## Stored records
######

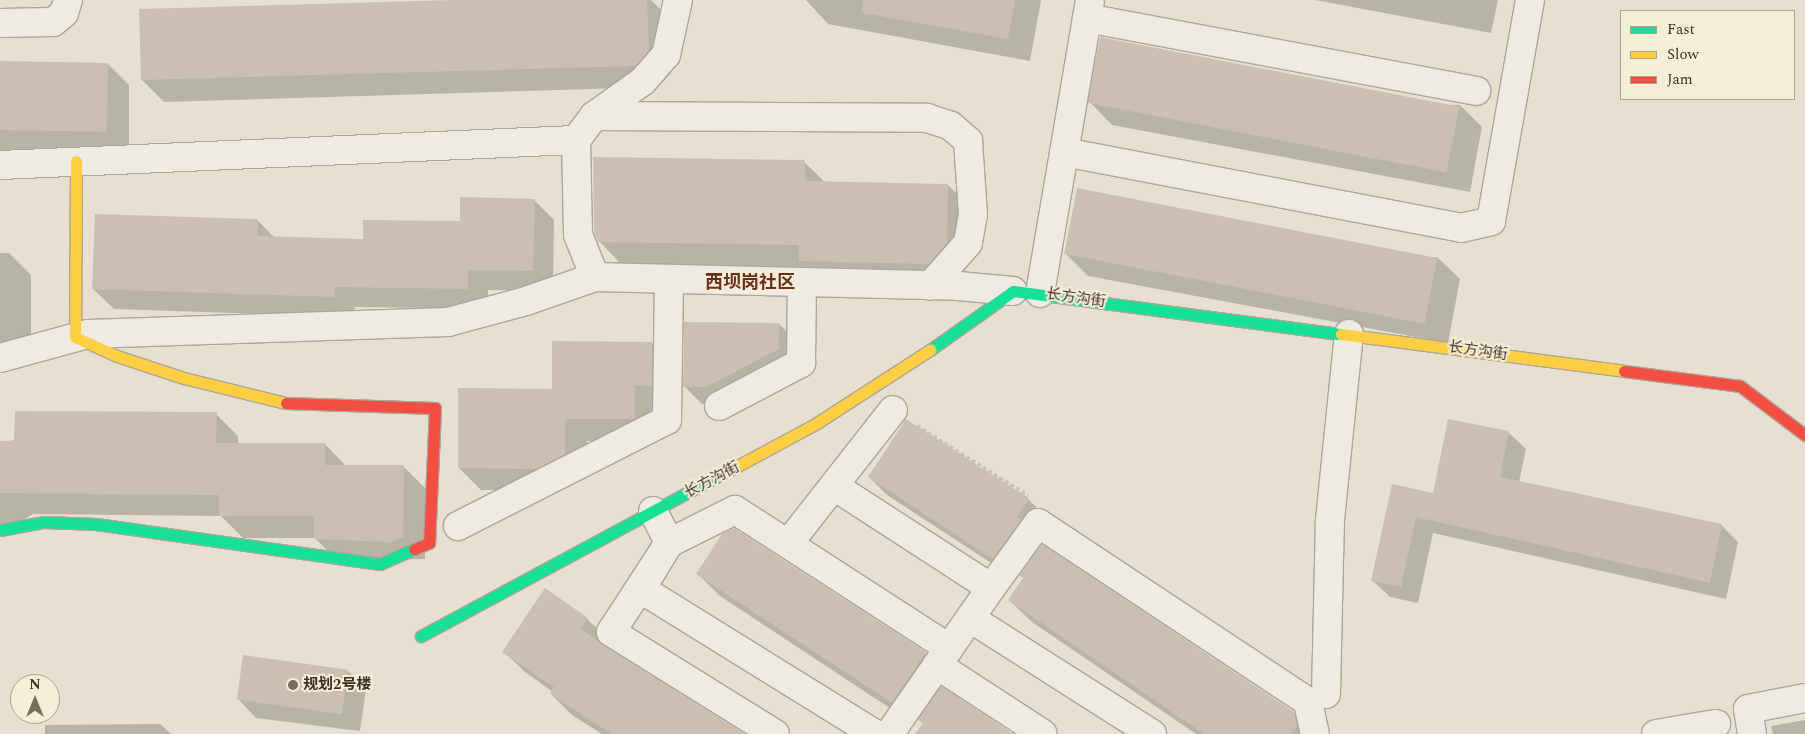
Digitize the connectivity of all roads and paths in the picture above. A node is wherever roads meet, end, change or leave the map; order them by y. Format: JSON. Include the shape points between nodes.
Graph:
{"nodes":[{"id":1,"x":68,"y":0,"type":"edge"},
{"id":2,"x":678,"y":0,"type":"edge"},
{"id":3,"x":1530,"y":0,"type":"edge"},
{"id":4,"x":1088,"y":9,"type":"edge"},
{"id":5,"x":0,"y":23,"type":"edge"},
{"id":6,"x":1476,"y":91,"type":"dead end"},
{"id":7,"x":594,"y":116,"type":"junction"},
{"id":8,"x":576,"y":140,"type":"junction"},
{"id":9,"x":1064,"y":152,"type":"junction"},
{"id":10,"x":76,"y":161,"type":"junction"},
{"id":11,"x":0,"y":164,"type":"edge"},
{"id":12,"x":595,"y":278,"type":"junction"},
{"id":13,"x":669,"y":280,"type":"junction"},
{"id":14,"x":802,"y":282,"type":"junction"},
{"id":15,"x":930,"y":286,"type":"junction"},
{"id":16,"x":1013,"y":291,"type":"junction"},
{"id":17,"x":1040,"y":293,"type":"junction"},
{"id":18,"x":1349,"y":334,"type":"junction"},
{"id":19,"x":75,"y":337,"type":"junction"},
{"id":20,"x":0,"y":358,"type":"edge"},
{"id":21,"x":719,"y":406,"type":"dead end"},
{"id":22,"x":893,"y":410,"type":"joint"},
{"id":23,"x":1805,"y":435,"type":"edge"},
{"id":24,"x":834,"y":486,"type":"junction"},
{"id":25,"x":653,"y":511,"type":"junction"},
{"id":26,"x":1038,"y":524,"type":"junction"},
{"id":27,"x":458,"y":526,"type":"dead end"},
{"id":28,"x":0,"y":530,"type":"edge"},
{"id":29,"x":669,"y":543,"type":"junction"},
{"id":30,"x":788,"y":544,"type":"junction"},
{"id":31,"x":991,"y":588,"type":"junction"},
{"id":32,"x":970,"y":618,"type":"junction"},
{"id":33,"x":421,"y":636,"type":"dead end"},
{"id":34,"x":943,"y":657,"type":"junction"},
{"id":35,"x":1326,"y":694,"type":"dead end"},
{"id":36,"x":1805,"y":698,"type":"edge"},
{"id":37,"x":1716,"y":724,"type":"dead end"},
{"id":38,"x":775,"y":734,"type":"edge"},
{"id":39,"x":874,"y":734,"type":"edge"},
{"id":40,"x":889,"y":734,"type":"edge"},
{"id":41,"x":1043,"y":734,"type":"edge"},
{"id":42,"x":1152,"y":734,"type":"edge"},
{"id":43,"x":1315,"y":734,"type":"edge"},
{"id":44,"x":1656,"y":734,"type":"edge"},
{"id":45,"x":1752,"y":734,"type":"edge"}],
"edges":[{"from":1,"to":5,"type":"street","via":[[64,13],[53,22]]},
{"from":2,"to":7,"type":"street","via":[[666,56],[643,80]]},
{"from":3,"to":9,"type":"street","via":[[1491,221],[1461,228]]},
{"from":4,"to":6,"type":"street"},
{"from":4,"to":9,"type":"street"},
{"from":7,"to":8,"type":"street"},
{"from":7,"to":15,"type":"street","via":[[927,118],[951,126],[968,141],[973,214],[968,243]]},
{"from":8,"to":10,"type":"street"},
{"from":8,"to":12,"type":"street","via":[[578,235]]},
{"from":9,"to":17,"type":"street"},
{"from":10,"to":11,"type":"street"},
{"from":10,"to":19,"type":"street"},
{"from":12,"to":13,"type":"street"},
{"from":12,"to":19,"type":"street","via":[[526,302],[448,322]]},
{"from":13,"to":14,"type":"street"},
{"from":13,"to":27,"type":"street","via":[[667,420]]},
{"from":14,"to":15,"type":"street"},
{"from":14,"to":21,"type":"street","via":[[801,363]]},
{"from":15,"to":16,"type":"street"},
{"from":16,"to":17,"type":"street","name":"长方沟街"},
{"from":16,"to":25,"type":"street","name":"长方沟街","via":[[992,303],[954,334],[817,423]]},
{"from":17,"to":18,"type":"street","name":"长方沟街"},
{"from":18,"to":23,"type":"street","name":"长方沟街","via":[[1740,386]]},
{"from":18,"to":35,"type":"street","via":[[1330,520]]},
{"from":19,"to":20,"type":"street"},
{"from":19,"to":28,"type":"street","via":[[117,356],[184,378],[285,403],[435,408],[429,543],[380,564],[96,524],[44,522]]},
{"from":22,"to":24,"type":"street"},
{"from":22,"to":26,"type":"path","via":[[1037,502]]},
{"from":24,"to":30,"type":"street"},
{"from":24,"to":31,"type":"street"},
{"from":25,"to":29,"type":"street"},
{"from":25,"to":33,"type":"street","name":"长方沟街"},
{"from":26,"to":31,"type":"street"},
{"from":26,"to":43,"type":"street","via":[[1308,702]]},
{"from":29,"to":30,"type":"street","via":[[735,510]]},
{"from":29,"to":38,"type":"street","via":[[611,632]]},
{"from":29,"to":39,"type":"street","via":[[641,589]]},
{"from":30,"to":34,"type":"street"},
{"from":31,"to":32,"type":"street"},
{"from":32,"to":34,"type":"street"},
{"from":32,"to":42,"type":"street"},
{"from":34,"to":40,"type":"street"},
{"from":34,"to":41,"type":"street"},
{"from":36,"to":45,"type":"street","via":[[1748,709]]},
{"from":37,"to":44,"type":"street"}]}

######

## About this exercise
Identify the lines above that contain the word "name", then copy them.

## Solution to this task
{"from":16,"to":17,"type":"street","name":"长方沟街"},
{"from":16,"to":25,"type":"street","name":"长方沟街","via":[[992,303],[954,334],[817,423]]},
{"from":17,"to":18,"type":"street","name":"长方沟街"},
{"from":18,"to":23,"type":"street","name":"长方沟街","via":[[1740,386]]},
{"from":25,"to":33,"type":"street","name":"长方沟街"},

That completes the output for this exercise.